* [TASK BRIEF]: Restate the following entries exactly. Keep the pictures out.

(Stored items)
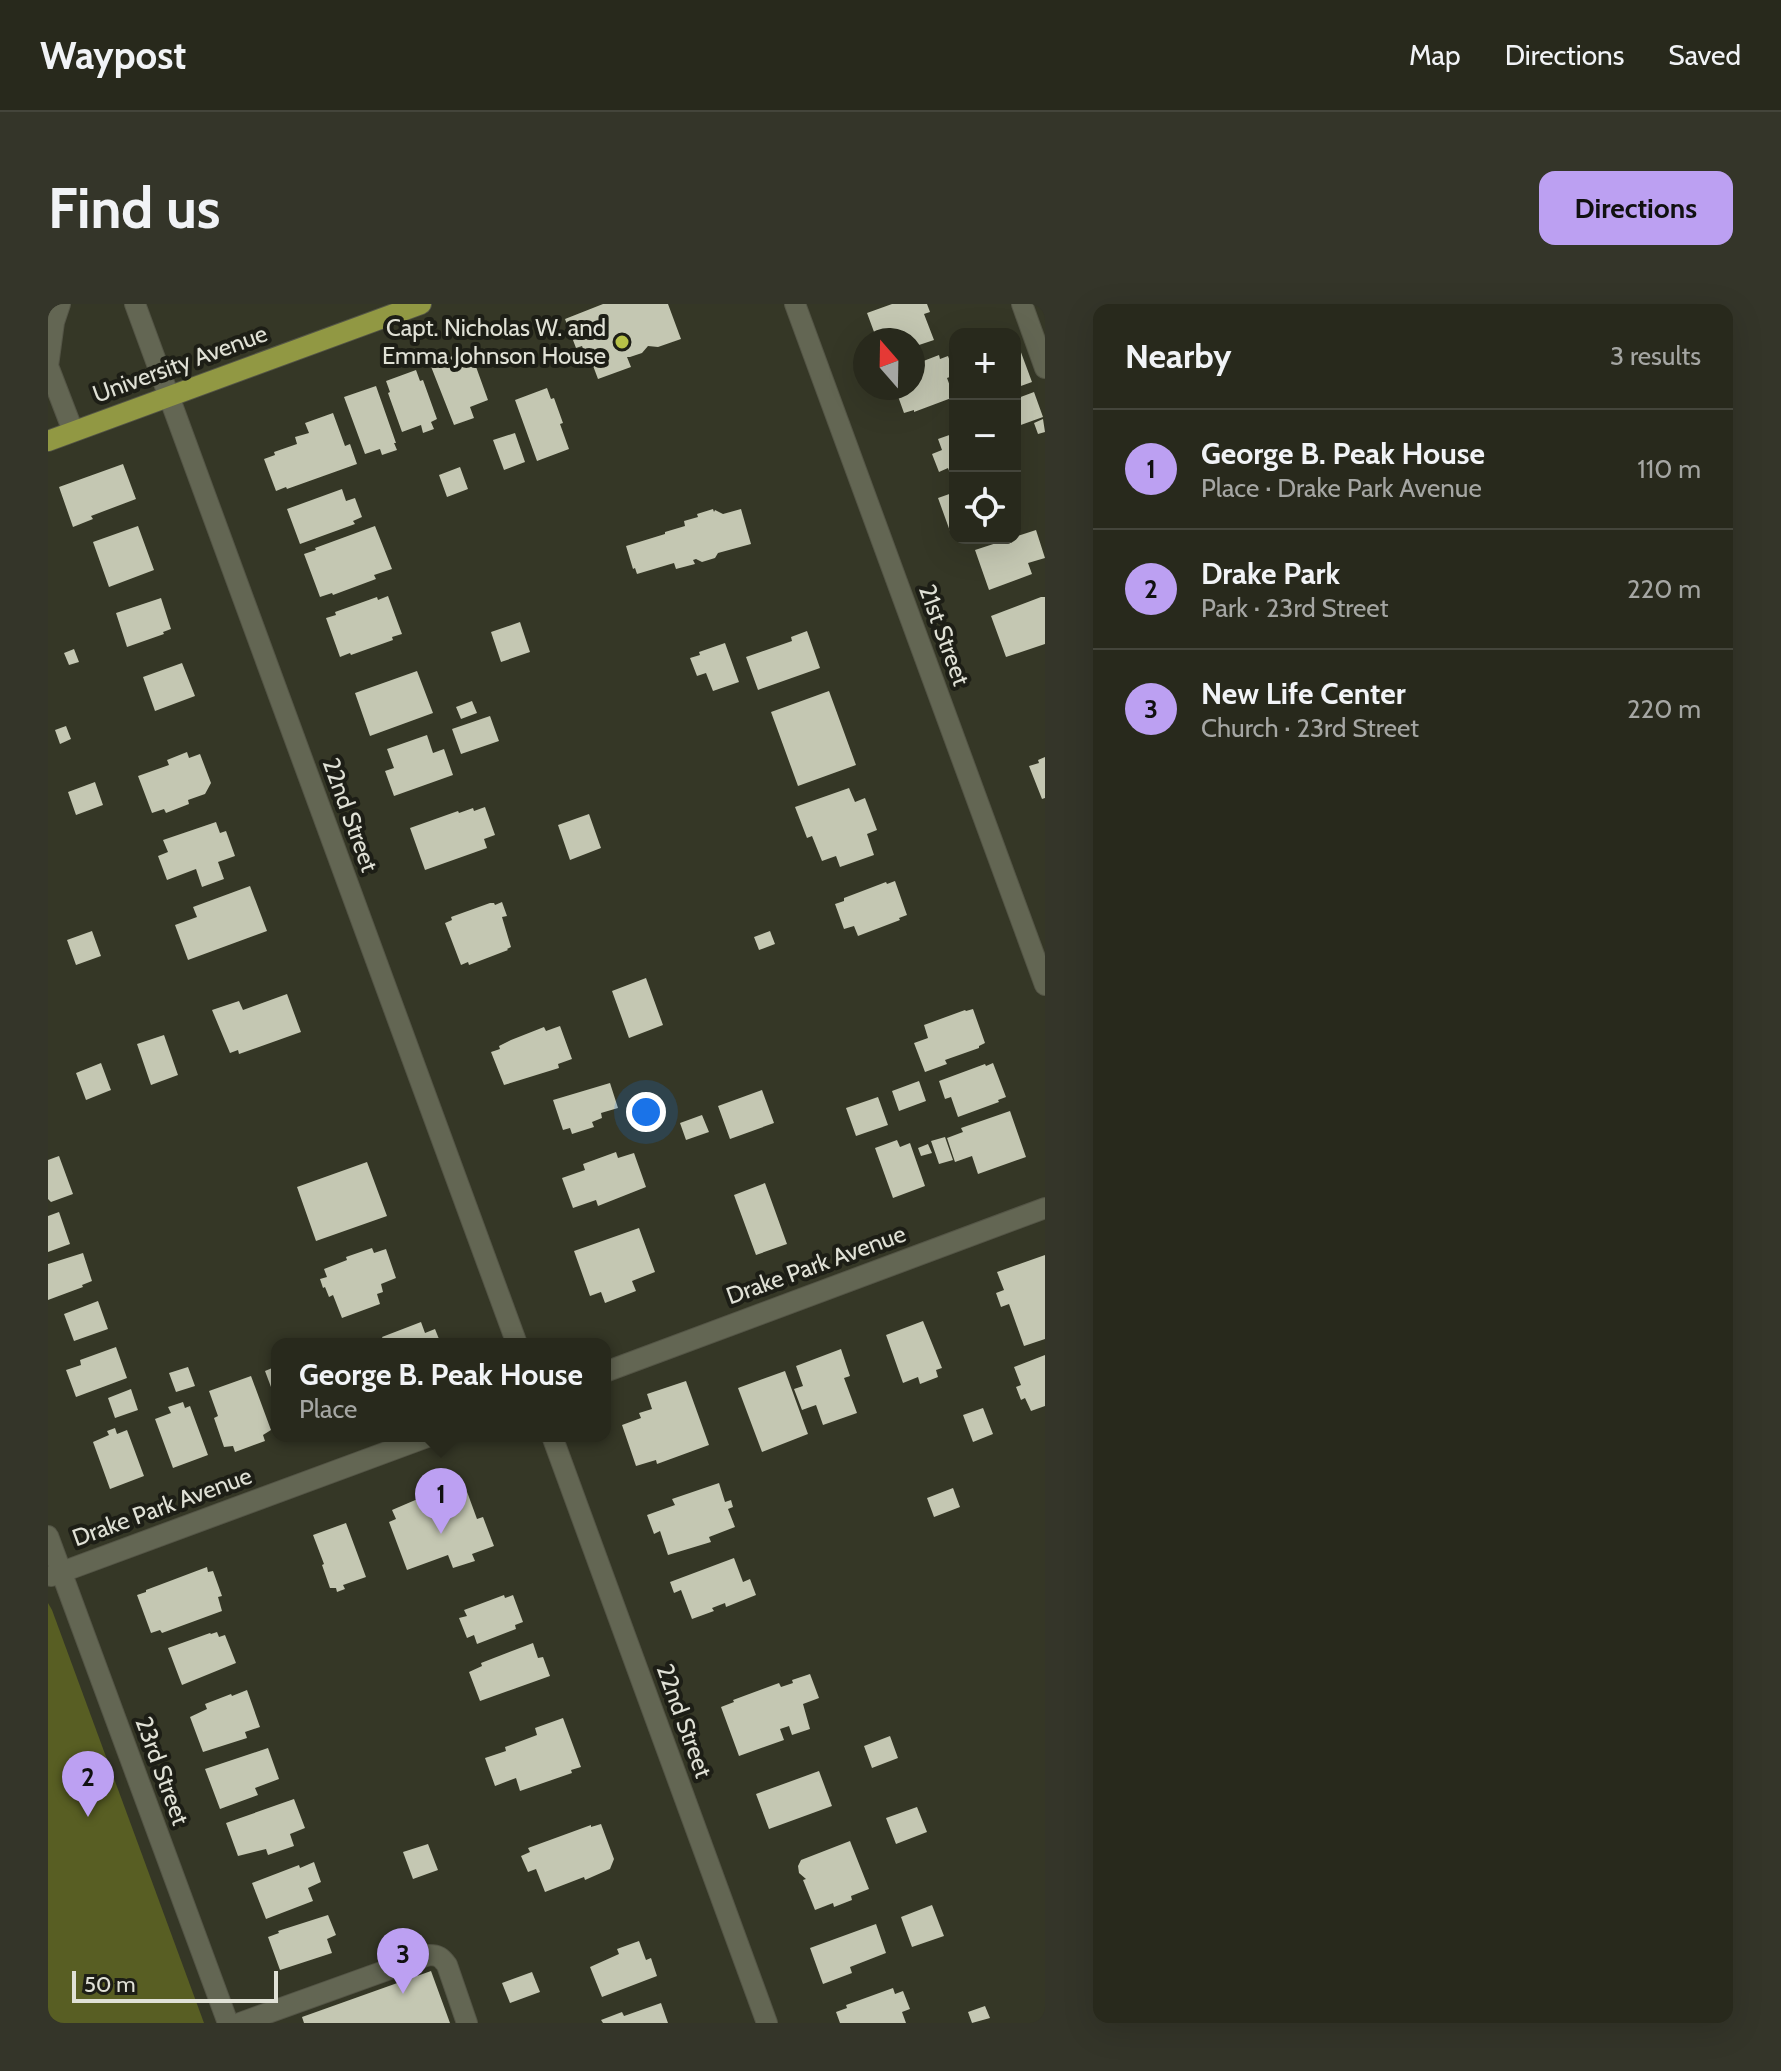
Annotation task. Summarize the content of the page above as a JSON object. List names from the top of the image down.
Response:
{
  "streets": {
    "main road": ["University Avenue"],
    "street": [
      "21st Street",
      "22nd Street",
      "Drake Park Avenue",
      "23rd Street"
    ]
  },
  "crossings": [
    ["University Avenue", "22nd Street"],
    ["Drake Park Avenue", "23rd Street"]
  ],
  "places": ["Capt. Nicholas W. and Emma Johnson House"],
  "scale_bar": "50 m",
  "north": "top",
  "page": {
    "header": "Waypost",
    "nav": ["Map", "Directions", "Saved"],
    "buttons": "Directions",
    "title": "Find us",
    "heading": ["Nearby", "3 results"],
    "map_buttons": ["+", "−"],
    "list": [
      {
        "mark": "1",
        "name": "George B. Peak House",
        "note": "Place · Drake Park Avenue",
        "value": "110 m"
      },
      {
        "mark": "2",
        "name": "Drake Park",
        "note": "Park · 23rd Street",
        "value": "220 m"
      },
      {
        "mark": "3",
        "name": "New Life Center",
        "note": "Church · 23rd Street",
        "value": "220 m"
      }
    ],
    "popup": ["George B. Peak House", "Place"],
    "pins": ["1", "2", "3"],
    "scale": "50 m"
  }
}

* [SOLUTION TO THIS PROBLEM]:
Annotation task. Summarize the content of the page above as a JSON object. List names from the top of the image down.
Response:
{
  "streets": {
    "main road": ["University Avenue"],
    "street": [
      "21st Street",
      "22nd Street",
      "Drake Park Avenue",
      "23rd Street"
    ]
  },
  "crossings": [
    ["University Avenue", "22nd Street"],
    ["Drake Park Avenue", "23rd Street"]
  ],
  "places": ["Capt. Nicholas W. and Emma Johnson House"],
  "scale_bar": "50 m",
  "north": "top",
  "page": {
    "header": "Waypost",
    "nav": ["Map", "Directions", "Saved"],
    "buttons": "Directions",
    "title": "Find us",
    "heading": ["Nearby", "3 results"],
    "map_buttons": ["+", "−"],
    "list": [
      {
        "mark": "1",
        "name": "George B. Peak House",
        "note": "Place · Drake Park Avenue",
        "value": "110 m"
      },
      {
        "mark": "2",
        "name": "Drake Park",
        "note": "Park · 23rd Street",
        "value": "220 m"
      },
      {
        "mark": "3",
        "name": "New Life Center",
        "note": "Church · 23rd Street",
        "value": "220 m"
      }
    ],
    "popup": ["George B. Peak House", "Place"],
    "pins": ["1", "2", "3"],
    "scale": "50 m"
  }
}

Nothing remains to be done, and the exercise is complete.